-- Opening Marker --

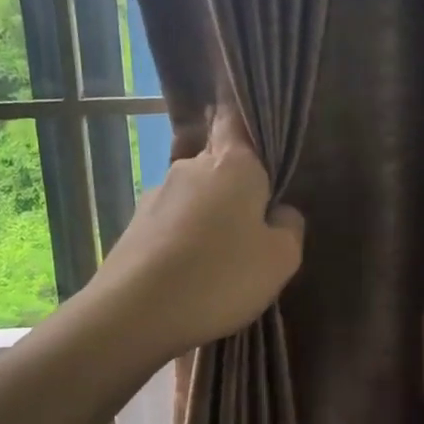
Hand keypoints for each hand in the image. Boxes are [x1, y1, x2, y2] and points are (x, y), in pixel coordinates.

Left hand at [91, 106, 304, 357]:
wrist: (135, 313)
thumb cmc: (220, 277)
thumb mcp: (280, 259)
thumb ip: (289, 227)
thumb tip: (278, 212)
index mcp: (232, 164)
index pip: (236, 119)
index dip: (242, 115)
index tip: (245, 110)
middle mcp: (190, 168)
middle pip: (219, 165)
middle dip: (236, 188)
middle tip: (253, 228)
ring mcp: (156, 196)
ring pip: (195, 199)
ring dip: (209, 220)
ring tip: (220, 264)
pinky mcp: (134, 227)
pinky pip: (172, 226)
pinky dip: (184, 243)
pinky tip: (190, 277)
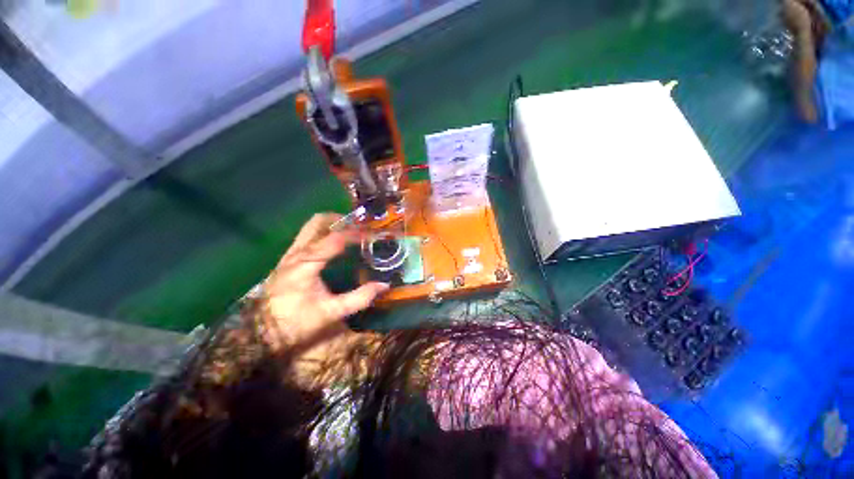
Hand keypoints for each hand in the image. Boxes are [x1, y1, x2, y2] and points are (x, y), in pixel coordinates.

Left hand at [259, 213, 387, 367]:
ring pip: (311, 227)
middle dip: (340, 220)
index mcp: (306, 264)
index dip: (356, 234)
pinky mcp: (288, 258)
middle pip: (317, 222)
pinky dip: (324, 233)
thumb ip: (359, 298)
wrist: (261, 333)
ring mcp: (290, 253)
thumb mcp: (331, 313)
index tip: (373, 235)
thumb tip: (384, 285)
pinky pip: (307, 236)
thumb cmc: (296, 322)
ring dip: (332, 225)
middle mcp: (296, 253)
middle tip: (359, 227)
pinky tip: (335, 245)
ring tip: (350, 233)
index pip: (335, 239)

-- Closing Marker --

WHAT IS NEEDED
Only the text of the entries belongs in the answer, copied exactly; the pictures stay out.

SOLUTION TO THIS EXERCISE
Hand keypoints for each hand in the image. Boxes are [x1, y1, x2, y2] and points are (x, y), in pixel coordinates.

Left hand at [91, 106, 304, 357]:
wrist: (135, 313)
thumb cmc: (220, 277)
thumb mcp: (280, 259)
thumb ip: (289, 227)
thumb tip: (278, 212)
index mcp: (232, 164)
index pip: (236, 119)
index dip: (242, 115)
index tip: (245, 110)
middle mcp: (190, 168)
middle pip: (219, 165)
middle dip: (236, 188)
middle tip: (253, 228)
ring mcp: (156, 196)
ring pip: (195, 199)
ring dip: (209, 220)
ring tip: (220, 264)
pinky mcp: (134, 227)
pinky pip: (172, 226)
pinky dip: (184, 243)
pinky tip: (190, 277)
Hand keypoints for each hand in the image. Boxes are [x1, y1, x2, y2] and points are (x, y), in pixel coordinates.

Left hand at [259, 213, 387, 367]:
ring pip: (311, 227)
middle dip: (340, 220)
index mcp: (306, 264)
index dip: (356, 234)
pinky mcp: (288, 258)
middle pip: (317, 222)
pinky dip: (324, 233)
thumb ip: (359, 298)
wrist: (261, 333)
ring mcp: (290, 253)
thumb mcp: (331, 313)
index tip: (373, 235)
thumb tip: (384, 285)
pinky pip: (307, 236)
thumb cmc: (296, 322)
ring dip: (332, 225)
middle mcp: (296, 253)
middle tip: (359, 227)
pinky tip: (335, 245)
ring tip: (350, 233)
index pip: (335, 239)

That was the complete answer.